Now that we are through Q1 of 2026, how are things looking for KC multifamily absorption and deliveries?
The relationship between absorption and deliveries is a key one, along with "new starts."
Absorption refers to the number of units that became occupied or vacant relative to the previous measurement. It is the net change in occupied units. If Kansas City had 100,000 occupied apartments as measured at the end of 2024 and 105,000 occupied apartments at the end of 2025, absorption would be 5,000 net units over that time frame. You can have negative absorption when the total occupied units goes down; 100,000 units occupied to 95,000 units occupied. In general, it is a reference point for demand in a market and can tell one side of the "what can we expect for occupancy in this MSA, county, or suburban district?" story. The other side of that story is told by deliveries.
Deliveries refers to the number of completed new construction units that are ready to begin being leased and occupied over a given time frame. If there are 110,000 rentable apartments in a city at the end of 2024, and there are 117,000 rentable units at the end of 2025, this would mean that 7,000 new units have been added to that available supply over that 12-month time frame. Deliveries equal 7,000, or 6.4% of existing inventory (Deliveries % = Delivered Units / Initial Inventory).
Absorption and deliveries are the supply and demand markers (along with many other variables that serve as leading and lagging indicators, but are still part of the same story) for multifamily in an MSA.
If 5,000 units are delivered across a 12-month period and 5,000 units are absorbed, then occupancy rates will remain relatively stable for that time frame, all things being equal.
If 10,000 units are delivered and only 5,000 are absorbed, then occupancy will trend down on average for that area because there was more new product added than there was immediate demand for. Usually when this happens, especially multiple quarters in a row, average rents will begin to stagnate or even decrease to facilitate more demand. Cheaper apartments means more people can afford them, which means more people will move into them instead of getting a mortgage or living in another city, which means occupancy rates will climb.
If 5,000 units are delivered and 10,000 units are absorbed, then occupancy percentages will trend upward on average because there was more demand (units absorbed) than there was new product (deliveries). With increasing occupancy rates, apartments will increase rents to ensure they are maximizing profit and staying competitive with the rest of the market. This means when demand outpaces supply, occupancy in general will go up along with average rents. This is how a competitive and open market facilitates the highest and best use of scarce resources. In this case, the scarce resource of reference is apartments and apartment building materials.

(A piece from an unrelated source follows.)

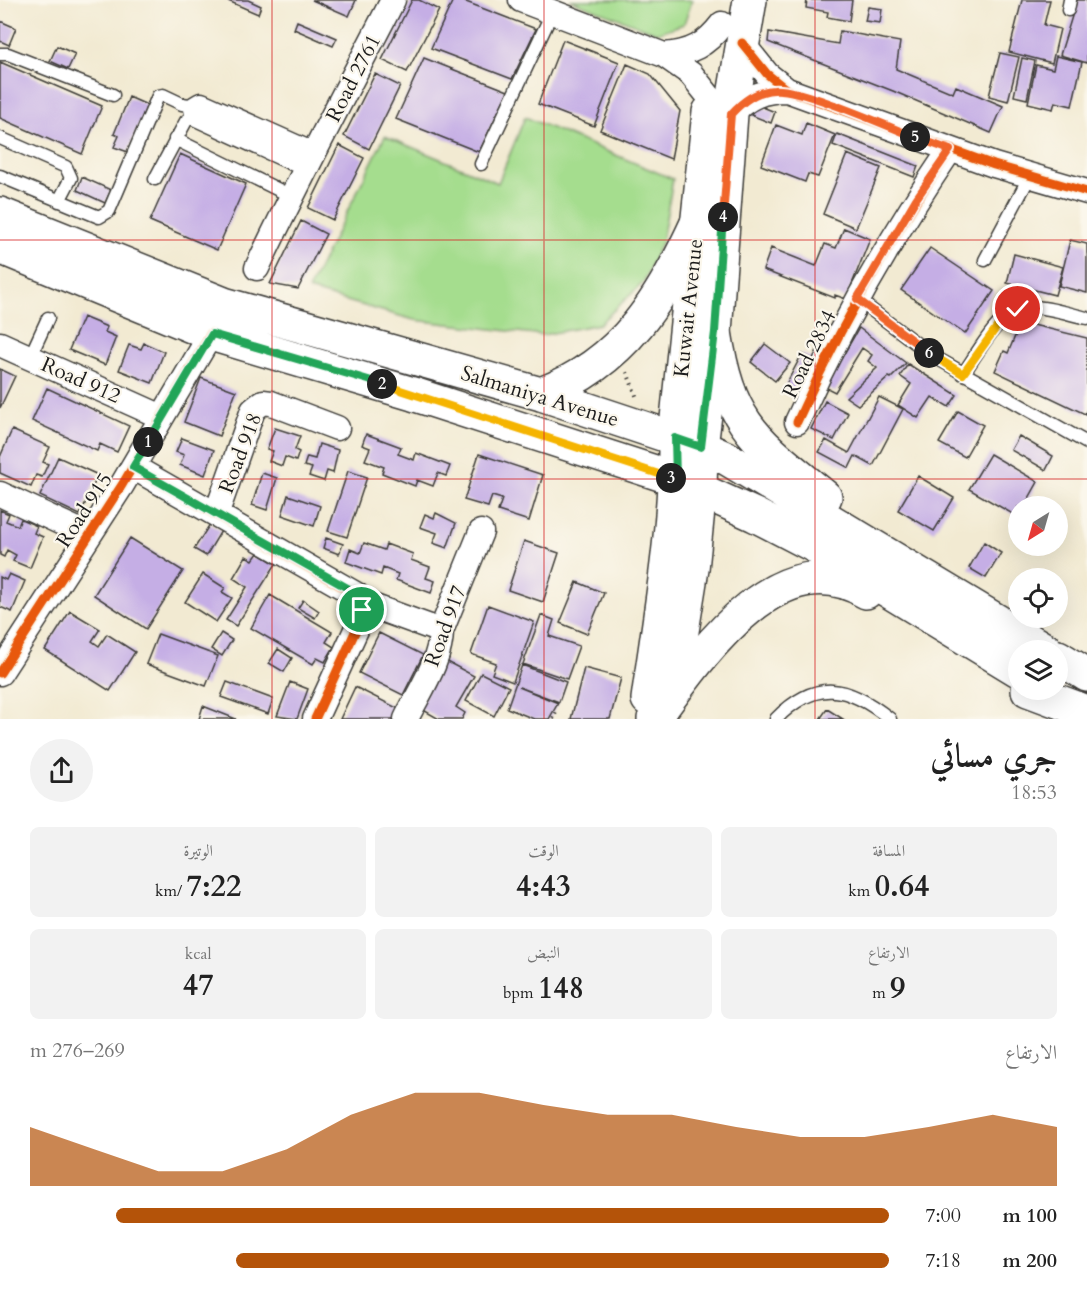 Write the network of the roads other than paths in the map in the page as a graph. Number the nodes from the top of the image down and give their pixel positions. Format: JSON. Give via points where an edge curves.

For apartments, increasing rents means fewer people will choose to live in an apartment by themselves as compared to times or places where rent is cheaper. Take for example a 2-bed apartment in New York versus Des Moines, Iowa. For $10,000 per month in New York, it is unlikely that someone will rent that out by themselves, they are likely to have a roommate, or maybe a couple of roommates. This ensures that people aren't "over-consuming" the scarce product. People will creatively utilize and distribute the scarce resource as the price pressures people to not be over-consumers. If, for example, there was a mandate tomorrow forcing rents to $1,200 for all 2-bedroom apartments in New York, amidst a ton of other economic happenings, you would have a flood of people renting out 2-bedroom apartments for just themselves and choosing not to have roommates, as there is no longer a need or financial incentive to do so. Compare that to a place like Des Moines, IA. If average rents are $1,200 on 2-bedroom apartments, that is likely because there is not sufficient demand to force rents higher. People can choose to have roommates or not based on their financial hygiene and preferences. You will see far more individuals living by themselves, or with only 1 roommate, than you will in New York for a similar demographic. Cost of housing forces the highest and best use of scarce resources and is not set by any one individual. Rather, it is the net result of all variables working together to determine what people will pay on average based on supply and demand.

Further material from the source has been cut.